The player's first ship is an Argon Discoverer.

As with the originals, X2: The Threat is a space trading and combat simulator set in the fictional X-Universe, a network of sectors, linked by large space gates. The game features a new graphics engine, a much expanded Universe and 60 different flyable ships, along with a number of new missions available to the player. Unlike the expansion pack, X-Tension, which was almost entirely open-ended, X2: The Threat has a clear background story involving an aggressive alien race known as the Khaak, but the game remains open-ended and the players are free to pursue the plot at their own pace, if at all.

===Plot===
The player takes the role of Julian Gardna, a pirate and thief in the year 2933, twenty-one years after the events of the original. Early on, the Khaak, a hostile alien race, emerge to threaten the X-Universe. The player is asked to undertake a series of missions to uncover their origins, their intentions, and to determine their connection to his missing father. Ultimately, Julian must fight off a massive attack by Khaak, rescuing numerous other characters in the process.

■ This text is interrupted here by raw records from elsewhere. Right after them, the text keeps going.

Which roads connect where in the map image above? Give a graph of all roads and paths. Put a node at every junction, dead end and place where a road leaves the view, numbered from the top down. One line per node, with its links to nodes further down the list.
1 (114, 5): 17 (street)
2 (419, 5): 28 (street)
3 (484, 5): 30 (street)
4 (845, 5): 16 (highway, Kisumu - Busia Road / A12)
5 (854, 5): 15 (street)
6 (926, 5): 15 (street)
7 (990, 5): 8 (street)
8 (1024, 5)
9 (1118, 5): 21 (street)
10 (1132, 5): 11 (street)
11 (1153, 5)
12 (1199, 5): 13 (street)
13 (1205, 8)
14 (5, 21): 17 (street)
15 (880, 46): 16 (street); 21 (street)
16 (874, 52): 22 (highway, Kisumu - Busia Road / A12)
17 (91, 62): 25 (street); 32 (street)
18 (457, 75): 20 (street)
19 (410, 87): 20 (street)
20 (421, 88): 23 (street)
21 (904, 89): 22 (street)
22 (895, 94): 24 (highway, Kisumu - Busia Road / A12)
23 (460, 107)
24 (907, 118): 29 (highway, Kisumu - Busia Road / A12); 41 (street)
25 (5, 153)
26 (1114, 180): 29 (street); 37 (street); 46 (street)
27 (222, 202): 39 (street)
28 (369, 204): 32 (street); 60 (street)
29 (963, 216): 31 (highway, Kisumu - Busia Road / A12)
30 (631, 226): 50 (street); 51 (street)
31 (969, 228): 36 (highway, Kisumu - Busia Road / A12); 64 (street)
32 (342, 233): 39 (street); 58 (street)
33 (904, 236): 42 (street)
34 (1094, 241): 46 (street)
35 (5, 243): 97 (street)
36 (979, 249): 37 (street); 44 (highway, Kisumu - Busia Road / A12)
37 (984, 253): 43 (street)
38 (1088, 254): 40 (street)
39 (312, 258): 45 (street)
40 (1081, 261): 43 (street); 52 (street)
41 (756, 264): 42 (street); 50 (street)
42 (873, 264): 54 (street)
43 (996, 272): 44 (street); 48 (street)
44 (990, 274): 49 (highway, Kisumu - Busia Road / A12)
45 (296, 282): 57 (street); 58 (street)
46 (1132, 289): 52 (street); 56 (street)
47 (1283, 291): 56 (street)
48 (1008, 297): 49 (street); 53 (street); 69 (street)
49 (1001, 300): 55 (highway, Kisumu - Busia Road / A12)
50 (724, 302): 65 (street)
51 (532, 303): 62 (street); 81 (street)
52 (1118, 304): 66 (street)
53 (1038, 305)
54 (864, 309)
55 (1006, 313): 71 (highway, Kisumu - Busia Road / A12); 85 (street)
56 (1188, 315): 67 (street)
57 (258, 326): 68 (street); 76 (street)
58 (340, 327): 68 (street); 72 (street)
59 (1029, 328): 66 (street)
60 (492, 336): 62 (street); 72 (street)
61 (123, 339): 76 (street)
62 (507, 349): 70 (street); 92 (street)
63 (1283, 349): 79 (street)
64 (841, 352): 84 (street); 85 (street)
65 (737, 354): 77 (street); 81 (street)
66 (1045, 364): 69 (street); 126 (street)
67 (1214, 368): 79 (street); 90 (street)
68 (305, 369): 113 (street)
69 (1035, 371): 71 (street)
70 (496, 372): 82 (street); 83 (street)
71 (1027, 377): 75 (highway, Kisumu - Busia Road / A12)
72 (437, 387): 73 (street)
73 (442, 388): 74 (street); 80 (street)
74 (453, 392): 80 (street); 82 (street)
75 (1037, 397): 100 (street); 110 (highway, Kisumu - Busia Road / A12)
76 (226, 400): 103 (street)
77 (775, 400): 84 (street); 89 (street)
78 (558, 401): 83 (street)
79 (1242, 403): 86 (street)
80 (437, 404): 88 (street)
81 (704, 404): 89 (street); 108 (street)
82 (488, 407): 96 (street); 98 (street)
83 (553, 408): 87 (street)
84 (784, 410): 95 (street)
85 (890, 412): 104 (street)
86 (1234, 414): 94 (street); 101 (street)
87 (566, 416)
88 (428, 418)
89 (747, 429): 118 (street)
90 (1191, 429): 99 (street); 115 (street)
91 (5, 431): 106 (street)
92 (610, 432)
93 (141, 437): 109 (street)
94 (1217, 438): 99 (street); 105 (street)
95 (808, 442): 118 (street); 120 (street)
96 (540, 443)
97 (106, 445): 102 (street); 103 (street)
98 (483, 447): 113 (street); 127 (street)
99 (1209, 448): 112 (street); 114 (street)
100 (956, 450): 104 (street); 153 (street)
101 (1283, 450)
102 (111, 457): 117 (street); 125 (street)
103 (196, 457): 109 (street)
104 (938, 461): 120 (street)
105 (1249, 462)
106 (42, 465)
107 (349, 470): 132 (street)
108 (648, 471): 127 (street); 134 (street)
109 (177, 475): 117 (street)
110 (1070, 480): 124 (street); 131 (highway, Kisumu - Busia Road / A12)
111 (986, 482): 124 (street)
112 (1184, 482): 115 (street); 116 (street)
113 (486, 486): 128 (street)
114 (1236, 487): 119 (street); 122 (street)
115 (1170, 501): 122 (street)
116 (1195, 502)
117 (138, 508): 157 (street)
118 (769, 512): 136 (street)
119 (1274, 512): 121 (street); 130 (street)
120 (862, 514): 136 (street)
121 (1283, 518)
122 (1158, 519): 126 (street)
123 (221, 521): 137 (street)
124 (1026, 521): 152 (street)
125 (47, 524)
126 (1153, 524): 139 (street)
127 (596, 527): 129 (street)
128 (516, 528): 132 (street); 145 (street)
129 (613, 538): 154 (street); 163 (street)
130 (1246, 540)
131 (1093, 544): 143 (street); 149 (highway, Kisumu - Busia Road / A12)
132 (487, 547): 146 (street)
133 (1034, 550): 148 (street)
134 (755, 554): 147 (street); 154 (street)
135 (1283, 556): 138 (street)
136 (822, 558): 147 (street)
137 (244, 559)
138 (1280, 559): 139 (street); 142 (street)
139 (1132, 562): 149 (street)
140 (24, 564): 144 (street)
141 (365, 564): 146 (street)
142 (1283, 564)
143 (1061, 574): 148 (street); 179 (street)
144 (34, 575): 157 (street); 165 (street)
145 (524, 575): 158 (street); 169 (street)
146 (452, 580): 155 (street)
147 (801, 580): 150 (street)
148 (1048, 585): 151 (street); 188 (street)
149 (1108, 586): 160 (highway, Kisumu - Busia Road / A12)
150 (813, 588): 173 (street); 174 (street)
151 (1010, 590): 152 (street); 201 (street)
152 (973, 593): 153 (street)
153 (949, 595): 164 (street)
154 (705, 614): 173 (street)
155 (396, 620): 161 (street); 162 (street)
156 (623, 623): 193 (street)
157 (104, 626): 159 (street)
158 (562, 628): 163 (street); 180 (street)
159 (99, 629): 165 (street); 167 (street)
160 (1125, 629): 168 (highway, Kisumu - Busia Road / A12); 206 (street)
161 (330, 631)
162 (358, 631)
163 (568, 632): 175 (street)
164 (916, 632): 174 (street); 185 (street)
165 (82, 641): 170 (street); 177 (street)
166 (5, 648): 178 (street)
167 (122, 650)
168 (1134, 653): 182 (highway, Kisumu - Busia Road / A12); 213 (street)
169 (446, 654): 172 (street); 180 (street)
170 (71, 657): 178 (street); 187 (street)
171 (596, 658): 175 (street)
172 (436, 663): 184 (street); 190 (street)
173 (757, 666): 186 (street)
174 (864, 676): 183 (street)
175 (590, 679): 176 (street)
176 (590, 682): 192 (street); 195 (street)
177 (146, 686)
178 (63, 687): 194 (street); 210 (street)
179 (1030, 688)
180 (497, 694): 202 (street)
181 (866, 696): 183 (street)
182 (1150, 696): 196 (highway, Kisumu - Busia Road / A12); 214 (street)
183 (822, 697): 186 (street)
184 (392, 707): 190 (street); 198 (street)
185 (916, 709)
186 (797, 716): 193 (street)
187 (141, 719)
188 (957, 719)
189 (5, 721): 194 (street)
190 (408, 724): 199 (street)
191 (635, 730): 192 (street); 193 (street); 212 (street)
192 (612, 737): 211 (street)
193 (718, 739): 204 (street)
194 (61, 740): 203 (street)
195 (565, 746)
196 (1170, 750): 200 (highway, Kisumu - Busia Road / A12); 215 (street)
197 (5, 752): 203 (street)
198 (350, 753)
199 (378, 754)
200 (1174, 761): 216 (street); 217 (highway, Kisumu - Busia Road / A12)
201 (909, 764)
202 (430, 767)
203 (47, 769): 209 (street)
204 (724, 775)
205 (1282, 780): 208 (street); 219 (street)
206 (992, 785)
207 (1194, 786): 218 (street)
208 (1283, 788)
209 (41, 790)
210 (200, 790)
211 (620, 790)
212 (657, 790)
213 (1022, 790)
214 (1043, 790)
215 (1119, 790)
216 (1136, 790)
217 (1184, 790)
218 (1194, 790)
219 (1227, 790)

Key non-player characters include:
- Bret Serra: rogue, pirate and Julian's closest friend.
- Ban Danna: the head of Argon Secret Service who shares a close relationship with Julian's father dating back to the previous game, X: Beyond the Frontier.
- Elena Kho, Chief Executive in the influential Terracorp corporation.
- Saya Kho, daughter of Elena Kho.
- Kyle Brennan, Julian's father, founder of Terracorp, and protagonist from the previous games.

Due to the expense of completing the plot, the players are periodically prompted to break away from the plot and increase their resources through trade and other open-ended play.

===Open ended features===

An Argon Centaur patrols Argon Prime.

X2 is set within the X-Universe, which consists of 132 sectors connected by two-way jumpgates. After the plot has been completed, jump co-ordinates for an additional 5 sectors can be obtained. The main area of each sector typically contains several stations and at least one gate. The game is open-ended allowing the player to go where they like, when they like, doing whatever they like; a player is limited only by their in-game status and resources. As such, a driving force of the game is to acquire credits, the universal currency and status.

Using credits, a player can buy wares from a station. These wares may then be flown to another station where they can be sold, ideally for a higher price. The prices vary - from minute to minute or second to second - depending on demand. The scarcer a ware is, the higher its price. As such, the X-Universe has a dynamic market-driven economy. A player can capitalize on emergent trends to make vast profits; or, just as easily, can waste money and time on a bad cargo choice. As a player accumulates profits they can buy equipment, weapons, ships and stations. The player can acquire an unlimited number of ships and stations, of varying size, shape and function. The player can build factories to produce goods (including weapons and shields) to sell or use. As the factories require resources, the player can set up ships to perform trading tasks for factories such as buying resources from other stations or selling the product.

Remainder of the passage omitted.